__Requirement__:
The lines to copy are those in the records below that hold the word "eeeeee".

_ _ _ _ _

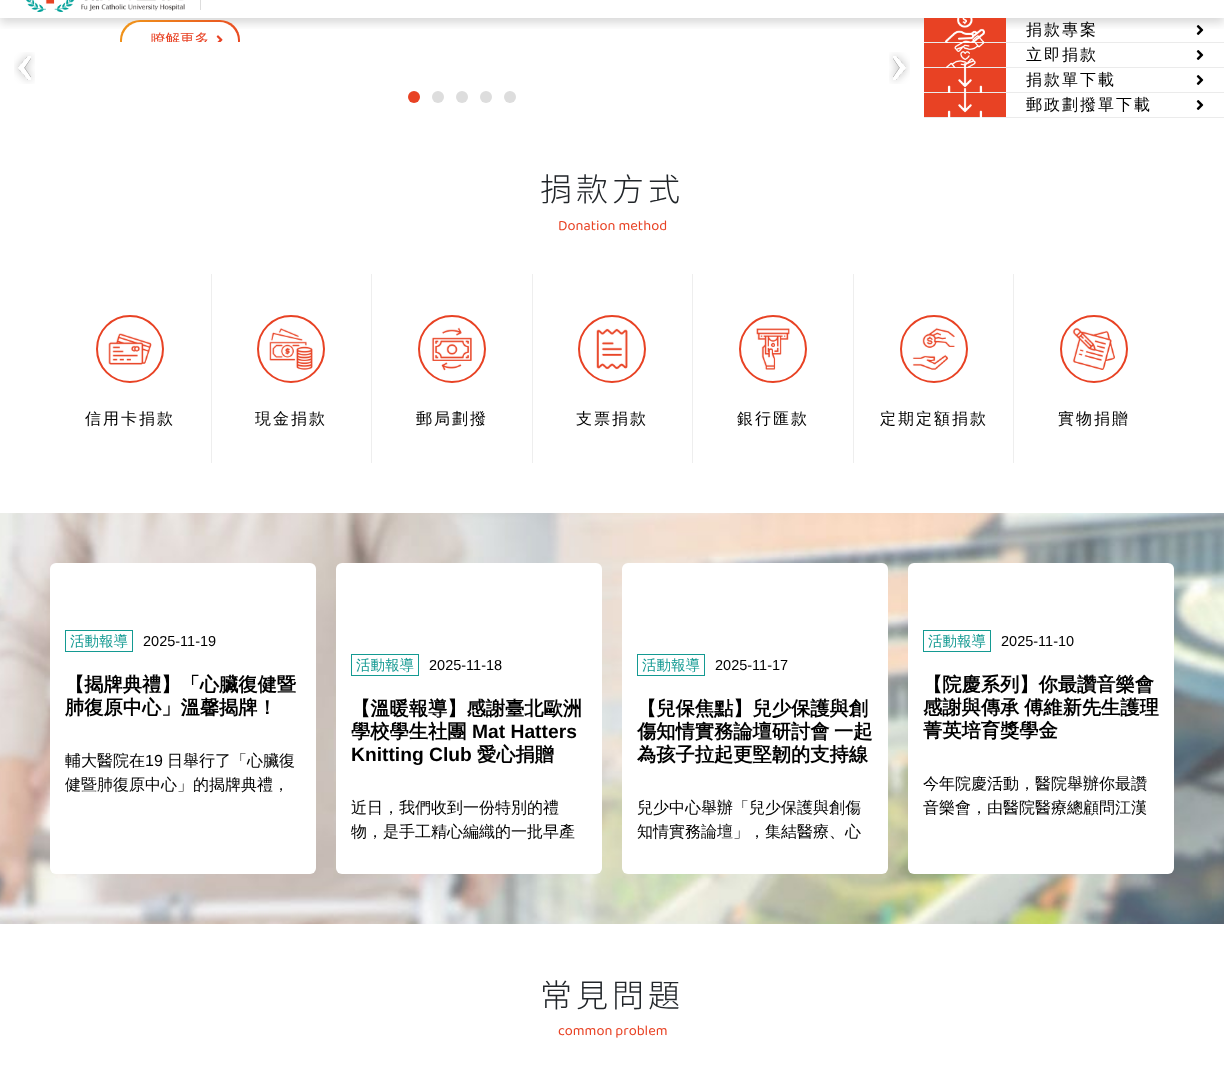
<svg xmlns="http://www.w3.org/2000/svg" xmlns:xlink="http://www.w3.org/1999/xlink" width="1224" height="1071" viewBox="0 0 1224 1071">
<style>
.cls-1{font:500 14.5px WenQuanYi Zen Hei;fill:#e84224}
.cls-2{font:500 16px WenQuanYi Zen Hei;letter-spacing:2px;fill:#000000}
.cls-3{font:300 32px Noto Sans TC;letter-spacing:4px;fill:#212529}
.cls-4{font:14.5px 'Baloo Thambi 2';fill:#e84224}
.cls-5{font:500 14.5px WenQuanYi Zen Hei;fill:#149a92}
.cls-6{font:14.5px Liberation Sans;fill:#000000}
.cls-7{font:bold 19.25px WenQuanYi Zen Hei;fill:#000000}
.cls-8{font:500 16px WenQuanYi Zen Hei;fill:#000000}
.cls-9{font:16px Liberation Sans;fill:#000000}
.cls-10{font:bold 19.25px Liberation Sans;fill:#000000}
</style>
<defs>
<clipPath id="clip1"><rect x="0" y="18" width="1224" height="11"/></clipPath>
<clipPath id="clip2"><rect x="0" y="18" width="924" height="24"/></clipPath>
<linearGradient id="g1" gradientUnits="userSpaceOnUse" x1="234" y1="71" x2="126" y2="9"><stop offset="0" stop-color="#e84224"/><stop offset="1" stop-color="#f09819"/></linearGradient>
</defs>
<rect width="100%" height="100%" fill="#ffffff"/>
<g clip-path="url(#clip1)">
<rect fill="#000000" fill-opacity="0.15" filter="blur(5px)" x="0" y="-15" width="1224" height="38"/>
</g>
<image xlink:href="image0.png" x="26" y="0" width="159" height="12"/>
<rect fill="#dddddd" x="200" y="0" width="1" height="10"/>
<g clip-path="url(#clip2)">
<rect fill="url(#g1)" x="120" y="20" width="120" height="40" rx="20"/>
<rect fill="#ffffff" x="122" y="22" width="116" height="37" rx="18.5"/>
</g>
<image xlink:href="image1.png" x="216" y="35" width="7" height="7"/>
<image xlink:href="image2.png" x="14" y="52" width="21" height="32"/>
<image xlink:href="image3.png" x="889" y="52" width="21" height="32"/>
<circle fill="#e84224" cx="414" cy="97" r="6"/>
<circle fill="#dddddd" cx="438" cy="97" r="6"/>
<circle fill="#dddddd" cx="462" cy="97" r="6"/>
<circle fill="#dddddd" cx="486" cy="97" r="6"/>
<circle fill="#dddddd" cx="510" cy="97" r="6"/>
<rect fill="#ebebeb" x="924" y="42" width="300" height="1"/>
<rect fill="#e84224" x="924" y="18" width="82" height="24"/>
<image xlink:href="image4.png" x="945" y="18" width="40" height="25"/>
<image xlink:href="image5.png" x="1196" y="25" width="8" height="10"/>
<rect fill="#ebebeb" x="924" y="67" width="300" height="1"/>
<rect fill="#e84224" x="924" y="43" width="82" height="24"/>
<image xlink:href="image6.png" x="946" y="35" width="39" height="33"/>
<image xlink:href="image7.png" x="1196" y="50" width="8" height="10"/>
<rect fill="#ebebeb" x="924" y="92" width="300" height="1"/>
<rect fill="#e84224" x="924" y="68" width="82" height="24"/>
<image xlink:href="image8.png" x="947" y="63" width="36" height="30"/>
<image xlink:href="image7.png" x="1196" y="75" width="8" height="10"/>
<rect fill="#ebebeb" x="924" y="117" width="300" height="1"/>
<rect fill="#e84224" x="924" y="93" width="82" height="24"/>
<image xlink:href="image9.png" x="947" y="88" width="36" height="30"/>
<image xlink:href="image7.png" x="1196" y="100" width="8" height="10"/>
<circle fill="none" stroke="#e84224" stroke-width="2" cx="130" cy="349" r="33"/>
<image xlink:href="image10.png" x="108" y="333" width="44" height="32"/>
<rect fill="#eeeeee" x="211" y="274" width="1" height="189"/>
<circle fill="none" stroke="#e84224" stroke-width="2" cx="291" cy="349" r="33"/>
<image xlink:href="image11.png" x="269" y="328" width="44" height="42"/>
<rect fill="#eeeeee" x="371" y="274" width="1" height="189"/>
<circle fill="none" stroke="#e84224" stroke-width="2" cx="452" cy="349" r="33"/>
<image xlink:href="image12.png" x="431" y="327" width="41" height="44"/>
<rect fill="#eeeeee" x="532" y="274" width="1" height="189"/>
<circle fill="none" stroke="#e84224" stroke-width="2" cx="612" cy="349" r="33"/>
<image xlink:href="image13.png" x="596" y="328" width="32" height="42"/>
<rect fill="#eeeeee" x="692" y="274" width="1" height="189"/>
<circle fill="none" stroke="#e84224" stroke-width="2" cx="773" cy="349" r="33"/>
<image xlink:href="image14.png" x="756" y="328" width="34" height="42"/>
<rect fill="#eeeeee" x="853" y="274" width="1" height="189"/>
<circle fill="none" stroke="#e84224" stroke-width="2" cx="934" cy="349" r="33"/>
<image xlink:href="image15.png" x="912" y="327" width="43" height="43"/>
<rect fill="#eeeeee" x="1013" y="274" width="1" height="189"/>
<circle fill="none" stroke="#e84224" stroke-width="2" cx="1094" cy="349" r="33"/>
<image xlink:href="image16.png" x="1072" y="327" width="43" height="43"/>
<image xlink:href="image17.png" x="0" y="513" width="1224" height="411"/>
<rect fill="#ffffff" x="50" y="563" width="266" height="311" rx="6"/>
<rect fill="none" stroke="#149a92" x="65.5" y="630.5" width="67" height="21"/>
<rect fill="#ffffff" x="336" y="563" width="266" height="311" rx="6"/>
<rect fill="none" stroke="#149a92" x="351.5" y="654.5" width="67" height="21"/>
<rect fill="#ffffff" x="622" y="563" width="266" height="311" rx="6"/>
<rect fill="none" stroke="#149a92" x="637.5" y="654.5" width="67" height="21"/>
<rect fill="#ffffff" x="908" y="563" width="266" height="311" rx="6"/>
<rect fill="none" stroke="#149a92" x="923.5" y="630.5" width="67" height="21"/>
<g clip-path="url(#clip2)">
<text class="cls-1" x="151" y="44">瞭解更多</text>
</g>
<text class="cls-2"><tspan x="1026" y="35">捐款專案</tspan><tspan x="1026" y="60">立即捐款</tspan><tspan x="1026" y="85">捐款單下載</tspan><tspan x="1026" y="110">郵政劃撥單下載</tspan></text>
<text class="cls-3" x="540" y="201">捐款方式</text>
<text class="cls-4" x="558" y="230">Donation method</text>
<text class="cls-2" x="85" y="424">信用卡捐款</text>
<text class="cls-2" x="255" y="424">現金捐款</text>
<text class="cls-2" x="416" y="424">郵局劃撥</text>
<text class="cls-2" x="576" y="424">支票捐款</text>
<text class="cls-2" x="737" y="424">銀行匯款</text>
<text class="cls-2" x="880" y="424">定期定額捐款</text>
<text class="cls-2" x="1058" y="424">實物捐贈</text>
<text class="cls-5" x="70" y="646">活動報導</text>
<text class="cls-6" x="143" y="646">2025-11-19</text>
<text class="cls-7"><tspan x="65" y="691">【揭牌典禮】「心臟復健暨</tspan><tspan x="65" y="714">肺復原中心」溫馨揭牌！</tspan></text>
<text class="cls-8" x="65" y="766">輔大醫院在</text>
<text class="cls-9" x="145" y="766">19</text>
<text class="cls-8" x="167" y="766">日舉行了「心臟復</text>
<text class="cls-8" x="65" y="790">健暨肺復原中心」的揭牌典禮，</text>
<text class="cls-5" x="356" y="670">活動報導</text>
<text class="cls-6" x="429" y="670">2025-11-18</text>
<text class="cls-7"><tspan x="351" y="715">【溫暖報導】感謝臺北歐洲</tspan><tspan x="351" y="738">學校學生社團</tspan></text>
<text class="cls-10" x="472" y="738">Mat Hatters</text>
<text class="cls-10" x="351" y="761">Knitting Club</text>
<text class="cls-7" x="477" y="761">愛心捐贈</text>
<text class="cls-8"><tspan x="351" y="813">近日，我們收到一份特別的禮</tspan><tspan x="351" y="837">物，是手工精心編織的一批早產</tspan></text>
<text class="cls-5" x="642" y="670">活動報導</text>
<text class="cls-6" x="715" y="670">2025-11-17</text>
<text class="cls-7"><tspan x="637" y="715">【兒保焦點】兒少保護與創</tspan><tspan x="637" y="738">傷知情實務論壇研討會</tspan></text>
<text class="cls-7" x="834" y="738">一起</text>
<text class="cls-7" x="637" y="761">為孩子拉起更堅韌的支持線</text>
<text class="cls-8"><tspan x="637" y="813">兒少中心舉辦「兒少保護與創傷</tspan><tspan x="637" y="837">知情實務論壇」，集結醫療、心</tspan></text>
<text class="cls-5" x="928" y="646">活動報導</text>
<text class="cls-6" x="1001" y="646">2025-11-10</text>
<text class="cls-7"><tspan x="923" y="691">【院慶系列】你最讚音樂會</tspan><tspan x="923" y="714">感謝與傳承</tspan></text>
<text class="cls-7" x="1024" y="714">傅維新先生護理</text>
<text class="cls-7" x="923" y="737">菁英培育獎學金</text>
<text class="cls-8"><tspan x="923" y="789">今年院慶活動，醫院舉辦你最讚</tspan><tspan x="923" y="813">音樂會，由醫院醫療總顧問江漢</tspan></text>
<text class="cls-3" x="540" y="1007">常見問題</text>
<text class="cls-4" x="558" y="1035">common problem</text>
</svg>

_ _ _ _ _

__Reply to the exercise__:
<rect fill="#eeeeee" x="211" y="274" width="1" height="189"/>
<rect fill="#eeeeee" x="371" y="274" width="1" height="189"/>
<rect fill="#eeeeee" x="532" y="274" width="1" height="189"/>
<rect fill="#eeeeee" x="692" y="274" width="1" height="189"/>
<rect fill="#eeeeee" x="853" y="274" width="1" height="189"/>
<rect fill="#eeeeee" x="1013" y="274" width="1" height="189"/>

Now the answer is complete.